Other causes include infections that inflame the heart muscle (myocarditis), autoimmune conditions like lupus, and congenital differences present from birth. Medications that slow AV conduction can also tip someone into heart block if the dose is too high or if there’s underlying conduction disease that hasn’t been diagnosed.
Symptoms of Impaired Conduction
When the heart beats too slowly because of AV conduction problems, the brain and other organs may not get enough oxygen. Common symptoms include dizziness or lightheadedness, unusual fatigue (especially during physical activity), shortness of breath, confusion or memory difficulty, and fainting or near-fainting episodes. Chest pain can also occur. Many people with mild conduction delays, particularly first-degree block, feel nothing at all.
How AV Block Is Treated
Treatment depends entirely on the type of block and whether it causes symptoms.

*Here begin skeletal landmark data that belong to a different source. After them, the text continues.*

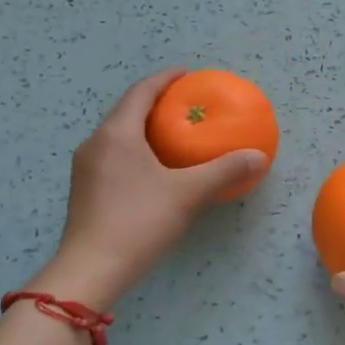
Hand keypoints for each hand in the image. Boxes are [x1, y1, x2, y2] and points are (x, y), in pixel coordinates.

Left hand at [39, 69, 268, 307]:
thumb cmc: (138, 222)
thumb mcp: (188, 194)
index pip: (141, 91)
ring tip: (172, 134)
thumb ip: (224, 171)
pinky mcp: (84, 190)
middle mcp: (95, 143)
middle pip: (126, 111)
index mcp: (117, 133)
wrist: (90, 270)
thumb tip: (260, 156)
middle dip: (155, 103)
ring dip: (143, 128)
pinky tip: (152, 169)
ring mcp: (85, 168)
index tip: (187, 74)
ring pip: (117, 135)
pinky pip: (112, 156)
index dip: (165, 79)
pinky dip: (134, 150)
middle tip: (185, 105)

First-degree block and Mobitz type I usually require no treatment, just monitoring. If a reversible cause is identified, like a medication, adjusting or stopping that drug may be all that’s needed.
For more serious forms, a permanent pacemaker is the standard treatment. Current guidelines recommend pacemaker implantation for anyone with Mobitz type II, high-grade, or third-degree AV block that isn’t caused by a reversible or temporary condition, regardless of whether they have symptoms. For other types of AV block, a pacemaker is generally considered only when symptoms clearly correlate with the conduction problem. The pacemaker monitors the heart’s rhythm continuously and delivers a small electrical pulse to trigger a heartbeat whenever the natural signal fails to arrive on time.